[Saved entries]
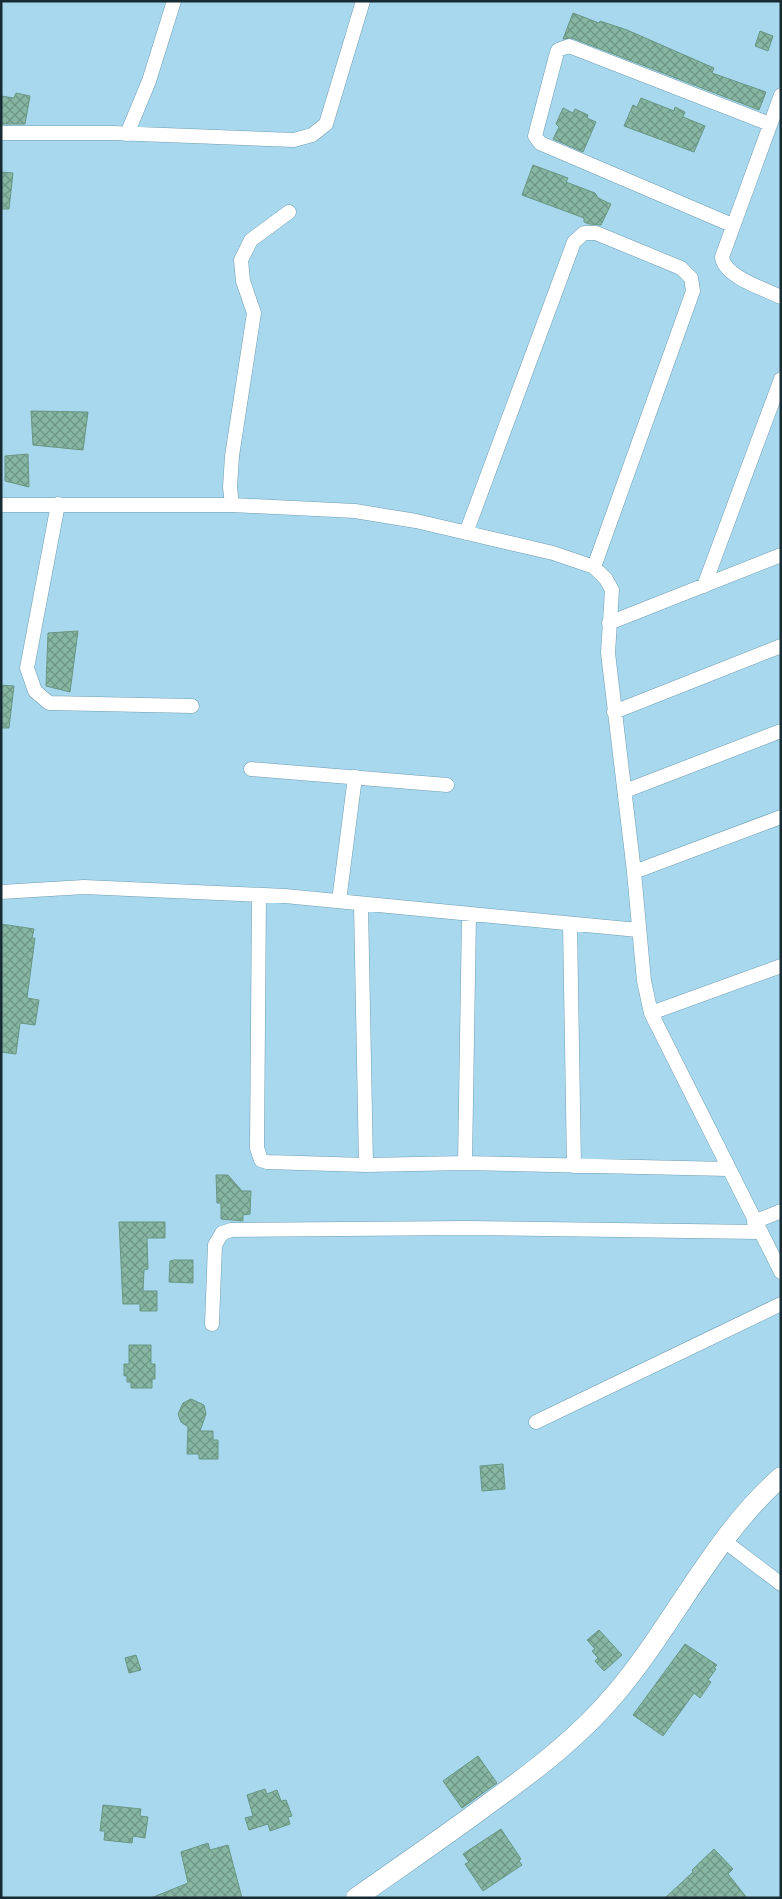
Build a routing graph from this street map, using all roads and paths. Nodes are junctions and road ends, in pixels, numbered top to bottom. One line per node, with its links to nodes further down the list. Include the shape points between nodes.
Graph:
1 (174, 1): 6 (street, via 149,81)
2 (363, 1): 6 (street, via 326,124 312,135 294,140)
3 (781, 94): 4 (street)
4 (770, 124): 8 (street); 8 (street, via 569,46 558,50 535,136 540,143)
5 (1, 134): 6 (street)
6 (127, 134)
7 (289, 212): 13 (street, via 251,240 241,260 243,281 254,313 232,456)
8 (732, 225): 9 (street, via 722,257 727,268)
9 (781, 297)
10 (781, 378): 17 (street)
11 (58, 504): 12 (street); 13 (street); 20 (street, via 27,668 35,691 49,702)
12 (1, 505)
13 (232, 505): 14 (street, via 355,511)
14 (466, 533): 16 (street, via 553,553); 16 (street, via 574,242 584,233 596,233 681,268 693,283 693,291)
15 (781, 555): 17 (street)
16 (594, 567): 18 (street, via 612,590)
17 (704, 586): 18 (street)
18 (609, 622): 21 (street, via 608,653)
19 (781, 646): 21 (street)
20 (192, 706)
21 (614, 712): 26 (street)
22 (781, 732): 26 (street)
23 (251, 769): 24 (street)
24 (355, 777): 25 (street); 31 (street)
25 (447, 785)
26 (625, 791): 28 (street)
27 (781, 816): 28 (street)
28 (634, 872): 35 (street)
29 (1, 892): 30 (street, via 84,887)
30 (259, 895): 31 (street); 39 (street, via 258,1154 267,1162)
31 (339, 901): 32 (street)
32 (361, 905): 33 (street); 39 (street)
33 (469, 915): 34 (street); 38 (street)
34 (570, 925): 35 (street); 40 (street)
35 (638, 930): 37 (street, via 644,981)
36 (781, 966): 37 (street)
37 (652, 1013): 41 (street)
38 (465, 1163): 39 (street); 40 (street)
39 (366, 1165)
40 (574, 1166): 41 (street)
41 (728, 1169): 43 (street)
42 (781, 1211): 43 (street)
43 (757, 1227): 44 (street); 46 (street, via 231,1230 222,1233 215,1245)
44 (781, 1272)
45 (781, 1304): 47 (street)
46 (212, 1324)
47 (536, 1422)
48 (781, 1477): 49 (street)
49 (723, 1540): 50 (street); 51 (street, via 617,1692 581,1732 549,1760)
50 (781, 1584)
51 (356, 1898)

What to do = Could you set down the records above exactly, skipping any picture?

Response to this task =
Build a routing graph from this street map, using all roads and paths. Nodes are junctions and road ends, in pixels, numbered top to bottom. One line per node, with its links to nodes further down the list. Include the shape points between nodes.
Graph:
1 (174, 1): 6 (street, via 149,81)
2 (363, 1): 6 (street, via 326,124 312,135 294,140)
3 (781, 94): 4 (street)
4 (770, 124): 8 (street); 8 (street, via 569,46 558,50 535,136 540,143)
5 (1, 134): 6 (street)
6 (127, 134)
7 (289, 212): 13 (street, via 251,240 241,260 243,281 254,313 232,456)
8 (732, 225): 9 (street, via 722,257 727,268)
9 (781, 297)
10 (781, 378): 17 (street)
11 (58, 504): 12 (street); 13 (street); 20 (street, via 27,668 35,691 49,702)
12 (1, 505)
13 (232, 505): 14 (street, via 355,511)
14 (466, 533): 16 (street, via 553,553); 16 (street, via 574,242 584,233 596,233 681,268 693,283 693,291)
15 (781, 555): 17 (street)
16 (594, 567): 18 (street, via 612,590)
17 (704, 586): 18 (street)
18 (609, 622): 21 (street, via 608,653)
19 (781, 646): 21 (street)
20 (192, 706)
21 (614, 712): 26 (street)
22 (781, 732): 26 (street)
23 (251, 769): 24 (street)
24 (355, 777): 25 (street); 31 (street)
25 (447, 785)
26 (625, 791): 28 (street)
27 (781, 816): 28 (street)
28 (634, 872): 35 (street)
29 (1, 892): 30 (street, via 84,887)
30 (259, 895): 31 (street); 39 (street, via 258,1154 267,1162)
31 (339, 901): 32 (street)
32 (361, 905): 33 (street); 39 (street)
33 (469, 915): 34 (street); 38 (street)
34 (570, 925): 35 (street); 40 (street)
35 (638, 930): 37 (street, via 644,981)
36 (781, 966): 37 (street)
37 (652, 1013): 41 (street)
38 (465, 1163): 39 (street); 40 (street)
39 (366, 1165)
40 (574, 1166): 41 (street)
41 (728, 1169): 43 (street)
42 (781, 1211): 43 (street)
43 (757, 1227): 44 (street); 46 (street, via 231,1230 222,1233 215,1245)
44 (781, 1272)
45 (781, 1304): 47 (street)
46 (212, 1324)
47 (536, 1422)
48 (781, 1477): 49 (street)
49 (723, 1540): 50 (street); 51 (street, via 617,1692 581,1732 549,1760)
50 (781, 1584)
51 (356, 1898)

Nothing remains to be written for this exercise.